12 La pratique de l’étymologie par les poètes atteste de l’ancienneté des explications par les rapprochements onomastiques. De surcroît, les discussions philosophiques sur la justesse des mots et la capacité du langage à énoncer la nature des choses prennent un essor important à partir d’Héraclite et connaissent un moment fort avec les sophistes, mais aussi avec des penseurs tels Cratyle, disciple d’Héraclite, ou Antisthène, disciple de Socrate et fondateur du cynisme. En témoigne le dialogue de Platon précisément intitulé Cratyle, qui dénonce, non pas les absurdités des étymologies que de nos jours nous qualifions improprement de “populaires”, mais les abus où tombent certains de leurs adeptes pour défendre la thèse que l’étude des mots est un moyen sûr de connaître leur référent : l’étymologie peut se révéler utile dès lors qu’elle fait sens, à condition toutefois qu’elle ne dispense pas la connaissance de s’adresser aux choses elles-mêmes et qu’elle reçoive la confirmation d’autres arguments. Il est, par conséquent, peu vraisemblable dans ce genre de contexte qu’après s’être approprié le mot la langue n’ait pas suggéré aux auteurs de discours le rapprochement avec le substantif μαζός.
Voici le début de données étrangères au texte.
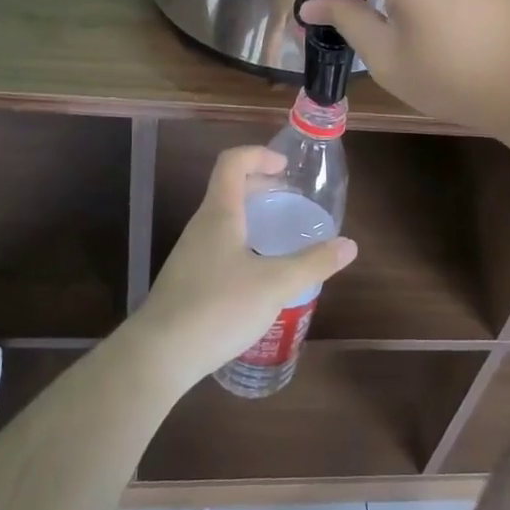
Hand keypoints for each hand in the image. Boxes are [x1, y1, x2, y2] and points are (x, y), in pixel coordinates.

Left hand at [135, 146, 356, 389]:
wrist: (160, 354)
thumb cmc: (218, 307)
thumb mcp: (275, 285)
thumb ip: (313, 263)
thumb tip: (349, 245)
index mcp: (220, 213)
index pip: (232, 162)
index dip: (259, 154)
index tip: (285, 167)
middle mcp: (202, 226)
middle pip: (228, 188)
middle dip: (260, 185)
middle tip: (290, 197)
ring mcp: (190, 253)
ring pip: (223, 218)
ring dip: (251, 215)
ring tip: (278, 233)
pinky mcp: (187, 279)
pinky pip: (218, 244)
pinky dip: (241, 241)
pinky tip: (257, 272)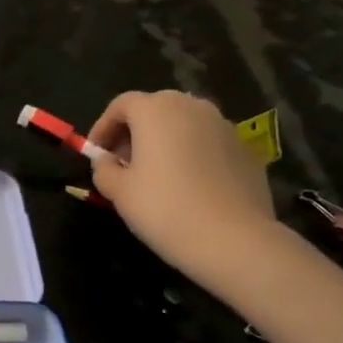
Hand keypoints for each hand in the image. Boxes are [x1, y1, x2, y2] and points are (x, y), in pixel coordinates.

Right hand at [88, 91, 277, 285]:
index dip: (103, 126)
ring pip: (185, 124)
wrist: (233, 239)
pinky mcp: (246, 149)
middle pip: (155, 108)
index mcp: (156, 110)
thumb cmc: (163, 208)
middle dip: (135, 131)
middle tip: (123, 162)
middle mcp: (192, 107)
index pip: (122, 104)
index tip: (95, 153)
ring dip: (165, 141)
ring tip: (155, 175)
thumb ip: (104, 168)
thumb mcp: (118, 191)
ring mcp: (224, 126)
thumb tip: (107, 161)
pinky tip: (188, 186)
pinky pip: (208, 143)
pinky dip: (192, 155)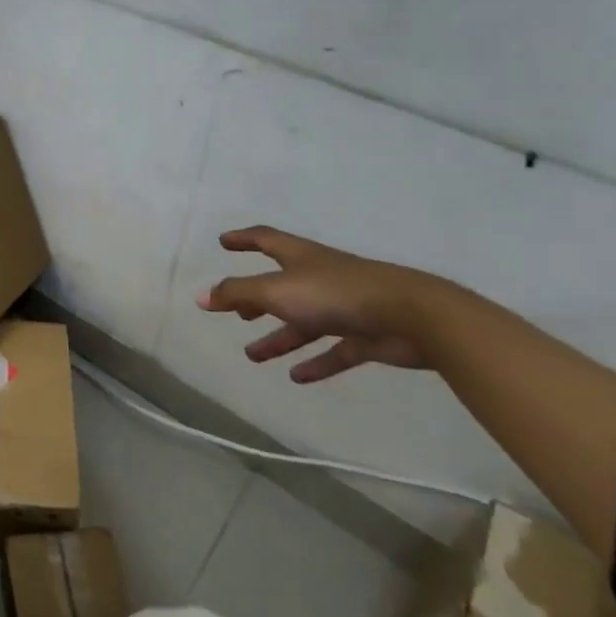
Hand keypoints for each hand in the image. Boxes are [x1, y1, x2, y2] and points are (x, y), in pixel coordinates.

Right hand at [198, 226, 464, 382]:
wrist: (413, 317)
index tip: (224, 242)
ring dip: (278, 337)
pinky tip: (297, 377)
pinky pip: (334, 350)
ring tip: (253, 355)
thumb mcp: (277, 291)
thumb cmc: (336, 294)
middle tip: (236, 311)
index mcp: (300, 257)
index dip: (243, 239)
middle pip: (281, 284)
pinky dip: (316, 362)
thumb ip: (237, 293)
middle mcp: (320, 277)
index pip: (265, 240)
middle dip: (256, 297)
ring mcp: (344, 307)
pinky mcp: (366, 336)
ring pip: (304, 321)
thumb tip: (202, 296)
13 Mais il est un autre argument, décisif à lui seul, qui démontre l’antériorité de l’étymologie sur le texte d’Hippocrate. Celui-ci : dans le chapitre d’Airs, Eaux Lieux qui nous intéresse (17, 1), ne mentionne pas les Amazones ; il parle des femmes sauromates ; cependant il est manifeste que pour lui ce sont là des synonymes, comme le comprend Galien qui, afin de commenter l’aphorisme Il ne naît pas de femme ambidextre, cite notre passage d’Airs, Eaux, Lieux en substituant au nom des Sauromates celui des Amazones. Donc, Hippocrate mobilise le mythe de la mutilation mammaire induit par l’étymologie en vigueur de son temps et dont il s’empare pour penser une réalité ethnique déroutante.

14 Et ce faisant, Hippocrate confère au mythe un fondement scientifique qui change la fiction en vérité. Voici ce qu’il nous dit à la fin du chapitre consacré aux femmes des Sauromates :

  • 19 Traduction de Jouanna, 1996.

« Elles n’ont pas de sein droit : alors qu’elles sont encore de tout jeunes enfants, leurs mères, faisant fortement chauffer un appareil de bronze fabriqué spécialement à cet effet, l’appliquent sur le sein droit et le brûlent de manière que sa croissance soit arrêtée et que toute la force et toute la quantité (de nourriture) se reportent vers l’épaule droite et le bras droit ».

15 Deux remarques s’imposent. D’abord, la raison de cette brûlure n’a rien à voir avec celle qu’avancent Diodore et Strabon, ou encore le mythographe Pseudo-Apollodore : il ne s’agit pas de supprimer une gêne possible pour le maniement des armes de jet, mais d’augmenter la vigueur du bras droit, en atrophiant artificiellement le sein droit et provoquant ainsi une dérivation des éléments nutritifs du corps vers la partie voisine. La physiologie vient au secours de l’imaginaire ethnographique qu’elle rend crédible par l’explication scientifique qu’elle apporte.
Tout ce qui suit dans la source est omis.